"Daughter, your faith has healed you. Go in peace and be freed from your suffering." (Mark 5:34)
On the other side of the lake, in Gentile territory, Jesus encounters a man possessed by a legion of demons, living among the tombs, uncontrollable, crying out night and day, cutting himself with stones. He is beyond the reach of every human remedy. When he sees Jesus from a distance he runs to him and falls on his knees. The demons recognise who Jesus is even when the man himself cannot speak clearly. They beg not to be destroyed but to be sent into a herd of pigs. Jesus permits it, the herd rushes into the lake and drowns, and the man is found sitting, clothed, and in his right mind.
The townspeople beg Jesus to leave. They have lost two thousand pigs and the disruption is too much. The man who was healed begs to go with Jesus. Jesus does not take him along. He says: Go home to your own people and tell them how much the Lord has done for you. The first missionary to the Gentile region of the Decapolis is a former demoniac, a man who had nothing to offer except the testimony of what had been done to him. God consistently chooses the most unlikely evangelists.
On the way to heal Jairus' daughter, a woman who has suffered bleeding for twelve years touches the hem of Jesus' garment in the crowd. Immediately her bleeding stops. Jesus knows that power has gone out from him and asks who touched him. The disciples are baffled: the crowd is pressing against him from all sides. But Jesus waits. The woman comes forward trembling and tells him everything. His response is one of the tenderest in the Gospels: Daughter, your faith has healed you. Go in peace and be freed from your suffering. She is the only person in the Gospels Jesus addresses as "daughter." Twelve years of suffering, twelve years of exclusion from worship, and in one moment of trembling faith, everything is reversed.

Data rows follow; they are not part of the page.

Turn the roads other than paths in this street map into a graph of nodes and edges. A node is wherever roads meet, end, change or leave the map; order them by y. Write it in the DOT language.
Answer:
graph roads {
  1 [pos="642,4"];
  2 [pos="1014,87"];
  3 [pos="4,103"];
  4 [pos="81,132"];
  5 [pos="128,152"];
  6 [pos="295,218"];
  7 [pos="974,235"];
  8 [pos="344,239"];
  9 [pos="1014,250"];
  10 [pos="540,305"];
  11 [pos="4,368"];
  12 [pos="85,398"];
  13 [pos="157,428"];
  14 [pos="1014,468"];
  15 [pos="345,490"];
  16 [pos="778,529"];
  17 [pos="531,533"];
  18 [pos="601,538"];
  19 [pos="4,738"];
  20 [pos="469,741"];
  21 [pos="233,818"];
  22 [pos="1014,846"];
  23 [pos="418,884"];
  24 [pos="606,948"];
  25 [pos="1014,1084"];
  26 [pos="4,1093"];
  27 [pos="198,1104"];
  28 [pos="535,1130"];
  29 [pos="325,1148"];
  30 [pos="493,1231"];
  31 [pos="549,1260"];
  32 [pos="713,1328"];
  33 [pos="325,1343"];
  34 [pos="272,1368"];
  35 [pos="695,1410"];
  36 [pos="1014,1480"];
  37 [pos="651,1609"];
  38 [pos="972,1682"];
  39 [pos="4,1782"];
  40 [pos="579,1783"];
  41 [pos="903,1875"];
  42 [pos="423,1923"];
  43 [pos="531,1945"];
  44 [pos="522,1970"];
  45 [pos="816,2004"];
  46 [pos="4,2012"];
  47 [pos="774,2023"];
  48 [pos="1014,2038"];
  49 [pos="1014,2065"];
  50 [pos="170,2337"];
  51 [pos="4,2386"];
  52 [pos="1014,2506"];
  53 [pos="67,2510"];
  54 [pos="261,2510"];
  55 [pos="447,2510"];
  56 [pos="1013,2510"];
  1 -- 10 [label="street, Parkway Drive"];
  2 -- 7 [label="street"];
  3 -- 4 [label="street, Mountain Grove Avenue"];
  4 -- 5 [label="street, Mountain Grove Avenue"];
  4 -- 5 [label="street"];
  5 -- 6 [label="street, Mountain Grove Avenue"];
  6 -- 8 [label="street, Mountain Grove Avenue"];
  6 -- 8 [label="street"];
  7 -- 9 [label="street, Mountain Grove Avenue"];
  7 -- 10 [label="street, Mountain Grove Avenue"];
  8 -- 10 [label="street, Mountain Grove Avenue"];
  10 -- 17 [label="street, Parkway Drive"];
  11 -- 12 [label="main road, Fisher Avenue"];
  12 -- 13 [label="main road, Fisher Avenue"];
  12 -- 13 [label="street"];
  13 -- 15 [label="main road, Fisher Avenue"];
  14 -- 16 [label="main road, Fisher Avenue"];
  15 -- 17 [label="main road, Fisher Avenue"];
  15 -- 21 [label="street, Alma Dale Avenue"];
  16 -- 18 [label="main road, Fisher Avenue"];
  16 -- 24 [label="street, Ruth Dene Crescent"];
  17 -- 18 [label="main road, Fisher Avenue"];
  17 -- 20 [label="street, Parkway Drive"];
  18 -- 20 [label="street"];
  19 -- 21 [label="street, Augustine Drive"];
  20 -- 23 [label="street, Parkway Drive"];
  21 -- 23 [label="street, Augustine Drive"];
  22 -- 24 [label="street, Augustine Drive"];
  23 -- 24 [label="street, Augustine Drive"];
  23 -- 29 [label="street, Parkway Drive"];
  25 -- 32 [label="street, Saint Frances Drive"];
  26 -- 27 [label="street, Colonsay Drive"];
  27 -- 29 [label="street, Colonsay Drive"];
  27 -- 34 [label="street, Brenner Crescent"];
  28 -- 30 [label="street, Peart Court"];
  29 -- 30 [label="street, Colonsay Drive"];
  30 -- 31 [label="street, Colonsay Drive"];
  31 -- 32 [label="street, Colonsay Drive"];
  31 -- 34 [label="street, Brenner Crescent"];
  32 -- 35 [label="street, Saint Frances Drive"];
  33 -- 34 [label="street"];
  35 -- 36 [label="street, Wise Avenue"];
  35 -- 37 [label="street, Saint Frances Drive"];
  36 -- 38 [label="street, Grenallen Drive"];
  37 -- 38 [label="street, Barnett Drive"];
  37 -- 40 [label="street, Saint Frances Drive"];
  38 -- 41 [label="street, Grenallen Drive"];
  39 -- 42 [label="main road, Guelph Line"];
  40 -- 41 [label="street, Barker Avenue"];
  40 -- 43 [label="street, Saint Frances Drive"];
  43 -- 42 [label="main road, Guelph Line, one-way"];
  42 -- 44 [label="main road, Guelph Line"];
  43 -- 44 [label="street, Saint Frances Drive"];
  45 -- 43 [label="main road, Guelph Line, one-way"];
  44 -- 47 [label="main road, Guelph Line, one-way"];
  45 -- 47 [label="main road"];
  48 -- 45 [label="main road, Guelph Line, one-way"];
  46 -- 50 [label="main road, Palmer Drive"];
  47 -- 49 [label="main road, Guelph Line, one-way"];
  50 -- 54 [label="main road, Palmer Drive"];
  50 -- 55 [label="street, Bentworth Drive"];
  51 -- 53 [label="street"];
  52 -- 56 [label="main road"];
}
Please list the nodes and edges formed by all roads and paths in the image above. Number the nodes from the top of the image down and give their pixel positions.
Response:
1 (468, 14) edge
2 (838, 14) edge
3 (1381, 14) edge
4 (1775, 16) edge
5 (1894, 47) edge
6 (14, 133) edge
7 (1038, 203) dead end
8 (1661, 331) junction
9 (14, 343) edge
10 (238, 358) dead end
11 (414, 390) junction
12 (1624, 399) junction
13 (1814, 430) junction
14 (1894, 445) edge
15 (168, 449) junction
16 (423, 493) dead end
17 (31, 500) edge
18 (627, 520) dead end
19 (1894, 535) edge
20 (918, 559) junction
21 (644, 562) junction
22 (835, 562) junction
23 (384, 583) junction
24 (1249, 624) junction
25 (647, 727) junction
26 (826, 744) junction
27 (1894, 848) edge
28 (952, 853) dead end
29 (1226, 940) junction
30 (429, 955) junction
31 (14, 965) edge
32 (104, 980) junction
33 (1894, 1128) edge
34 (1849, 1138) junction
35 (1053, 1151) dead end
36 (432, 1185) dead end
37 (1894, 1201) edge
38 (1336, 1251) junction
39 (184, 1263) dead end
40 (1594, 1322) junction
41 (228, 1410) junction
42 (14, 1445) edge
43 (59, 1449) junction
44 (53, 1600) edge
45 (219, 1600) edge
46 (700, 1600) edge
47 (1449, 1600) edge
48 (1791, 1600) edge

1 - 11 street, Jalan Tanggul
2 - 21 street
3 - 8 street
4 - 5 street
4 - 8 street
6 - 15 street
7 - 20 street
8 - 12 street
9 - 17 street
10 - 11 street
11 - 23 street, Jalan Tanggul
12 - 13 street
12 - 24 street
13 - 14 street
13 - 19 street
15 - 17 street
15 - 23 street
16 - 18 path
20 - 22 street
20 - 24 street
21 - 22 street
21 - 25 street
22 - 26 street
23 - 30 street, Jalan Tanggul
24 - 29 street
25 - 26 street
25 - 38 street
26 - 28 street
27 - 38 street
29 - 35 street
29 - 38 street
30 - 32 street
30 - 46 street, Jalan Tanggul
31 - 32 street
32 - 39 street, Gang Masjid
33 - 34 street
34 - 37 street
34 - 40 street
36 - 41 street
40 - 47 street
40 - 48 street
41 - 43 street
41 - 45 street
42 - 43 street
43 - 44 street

While Jesus is still speaking, word comes that Jairus' daughter has died. Jesus says: Don't be afraid; just believe. At the house, amid the mourning, he takes the child's hand and says: Talitha koum, which means "Little girl, get up." Mark preserves the Aramaic words Jesus spoke. She rises immediately and walks around. Jesus tells her parents to give her something to eat. The practical tenderness of that detail, the risen child needs a meal, is characteristic of the Gospel of Mark. The miraculous does not float above the ordinary. It inhabits it.
Brothers and sisters, the woman in the crowd teaches us something important: faith does not require an audience. It does not require the right words or a formal approach. It requires only that we reach out and touch the hem of his garment in the press of daily life. And the one who feels power go out to you in the crowd, in the noise, in the ordinary Tuesday afternoon, will turn and call you daughter, and say to you: go in peace.
Lord Jesus, you healed the woman who touched your cloak in a crowd and raised the child who was already dead. Nothing is beyond your mercy. Come to those in our lives who seem beyond healing, beyond hope, beyond reaching. And meet us in our own secret suffering with your word of peace. Through Christ our Lord. Amen.